= PROBLEM =
This exercise calls for the line with "ring pip: (733, 434)", the line with "pinky tip: (696, 499)", and all lines between them in the material below, output exactly and with no other lines.

= DATA TO EXAMINE =
Segment Open

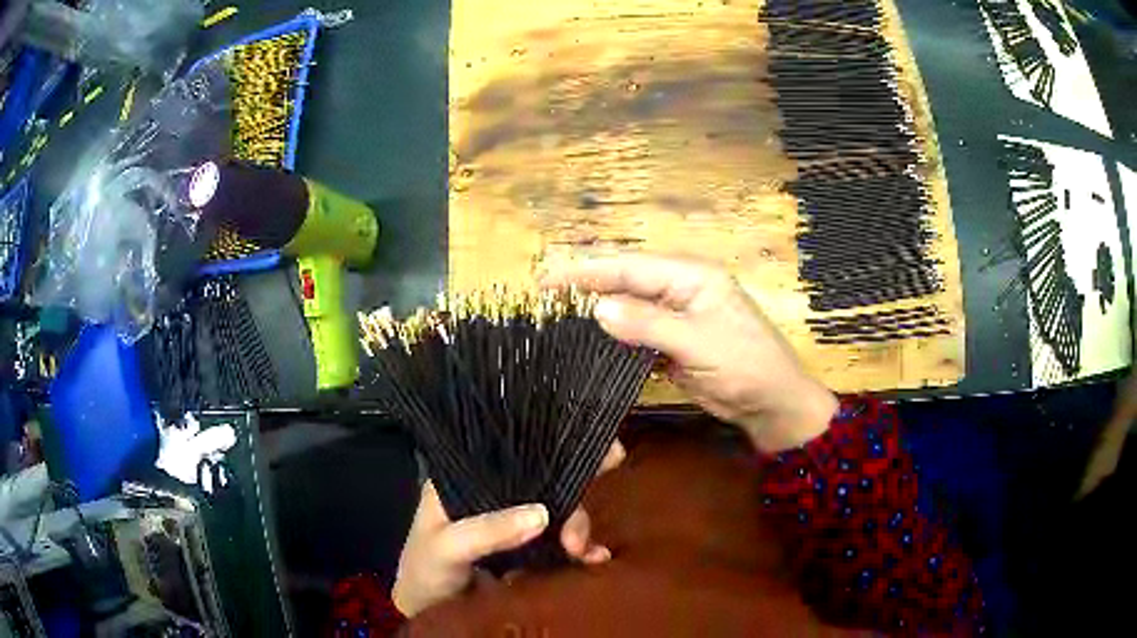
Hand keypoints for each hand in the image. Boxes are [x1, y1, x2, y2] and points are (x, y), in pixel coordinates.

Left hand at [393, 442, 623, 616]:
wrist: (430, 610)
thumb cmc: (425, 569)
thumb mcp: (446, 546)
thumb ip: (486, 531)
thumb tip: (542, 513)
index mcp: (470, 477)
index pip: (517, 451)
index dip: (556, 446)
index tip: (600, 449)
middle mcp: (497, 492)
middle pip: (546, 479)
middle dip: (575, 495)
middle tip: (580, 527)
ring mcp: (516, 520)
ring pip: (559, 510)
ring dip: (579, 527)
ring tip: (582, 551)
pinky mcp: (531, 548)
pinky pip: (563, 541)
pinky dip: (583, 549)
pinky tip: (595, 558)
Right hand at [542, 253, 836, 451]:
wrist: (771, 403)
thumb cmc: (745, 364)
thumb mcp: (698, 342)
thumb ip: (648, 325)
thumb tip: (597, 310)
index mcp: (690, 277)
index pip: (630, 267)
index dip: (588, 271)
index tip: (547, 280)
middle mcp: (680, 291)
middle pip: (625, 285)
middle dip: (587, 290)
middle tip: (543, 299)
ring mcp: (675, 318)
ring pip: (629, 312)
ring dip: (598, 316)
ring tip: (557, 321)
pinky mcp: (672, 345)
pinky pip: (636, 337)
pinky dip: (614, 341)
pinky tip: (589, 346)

Segment Closed
Segment Open

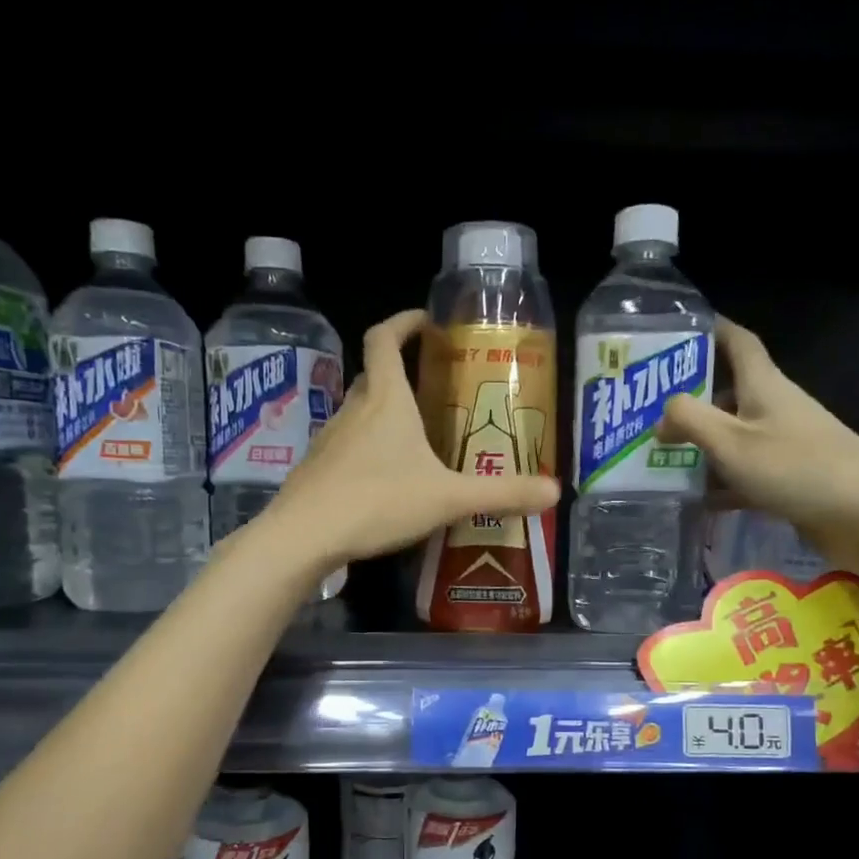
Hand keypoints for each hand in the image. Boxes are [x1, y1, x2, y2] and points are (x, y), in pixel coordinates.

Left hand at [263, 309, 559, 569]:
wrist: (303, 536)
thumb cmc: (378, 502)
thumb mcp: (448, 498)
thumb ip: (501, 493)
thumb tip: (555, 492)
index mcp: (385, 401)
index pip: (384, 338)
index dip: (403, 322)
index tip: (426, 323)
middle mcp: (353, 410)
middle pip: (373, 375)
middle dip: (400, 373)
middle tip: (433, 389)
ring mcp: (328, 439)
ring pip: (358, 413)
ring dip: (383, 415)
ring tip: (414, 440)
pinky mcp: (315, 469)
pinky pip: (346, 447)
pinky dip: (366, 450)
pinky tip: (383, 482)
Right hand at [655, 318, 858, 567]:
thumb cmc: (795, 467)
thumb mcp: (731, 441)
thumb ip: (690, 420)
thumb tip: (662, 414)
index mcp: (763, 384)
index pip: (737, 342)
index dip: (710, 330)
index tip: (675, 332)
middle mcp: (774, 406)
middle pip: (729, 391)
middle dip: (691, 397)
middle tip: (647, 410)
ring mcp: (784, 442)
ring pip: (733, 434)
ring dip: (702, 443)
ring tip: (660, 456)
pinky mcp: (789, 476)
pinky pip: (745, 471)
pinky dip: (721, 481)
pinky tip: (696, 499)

Segment Closed
Segment Open

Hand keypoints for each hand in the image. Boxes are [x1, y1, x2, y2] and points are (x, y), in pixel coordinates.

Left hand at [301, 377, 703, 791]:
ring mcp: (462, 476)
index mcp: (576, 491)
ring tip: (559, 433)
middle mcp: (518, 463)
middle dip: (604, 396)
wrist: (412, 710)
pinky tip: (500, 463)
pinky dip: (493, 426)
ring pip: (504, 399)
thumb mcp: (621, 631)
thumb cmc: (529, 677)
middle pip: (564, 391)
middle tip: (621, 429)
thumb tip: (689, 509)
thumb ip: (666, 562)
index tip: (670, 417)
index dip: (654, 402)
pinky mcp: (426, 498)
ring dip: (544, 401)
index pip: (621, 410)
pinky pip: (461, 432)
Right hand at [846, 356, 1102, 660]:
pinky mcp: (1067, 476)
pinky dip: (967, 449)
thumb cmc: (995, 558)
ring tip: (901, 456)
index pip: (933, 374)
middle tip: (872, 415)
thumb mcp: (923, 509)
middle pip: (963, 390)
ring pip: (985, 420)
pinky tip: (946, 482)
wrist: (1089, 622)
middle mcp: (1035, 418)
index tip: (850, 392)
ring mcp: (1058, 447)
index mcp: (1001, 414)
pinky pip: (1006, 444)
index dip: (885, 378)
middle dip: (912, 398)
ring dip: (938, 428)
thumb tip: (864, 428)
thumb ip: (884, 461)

Segment Closed

= EXERCISE SOLUTION =
ring pip: (733, 434)
ring dip: (702, 443)
ring tip: (660, 456)
pinky mcp: (789, 476)
pinky pip: (745, 471)
pinky dip: (721, 481)
pinky tip: (696, 499)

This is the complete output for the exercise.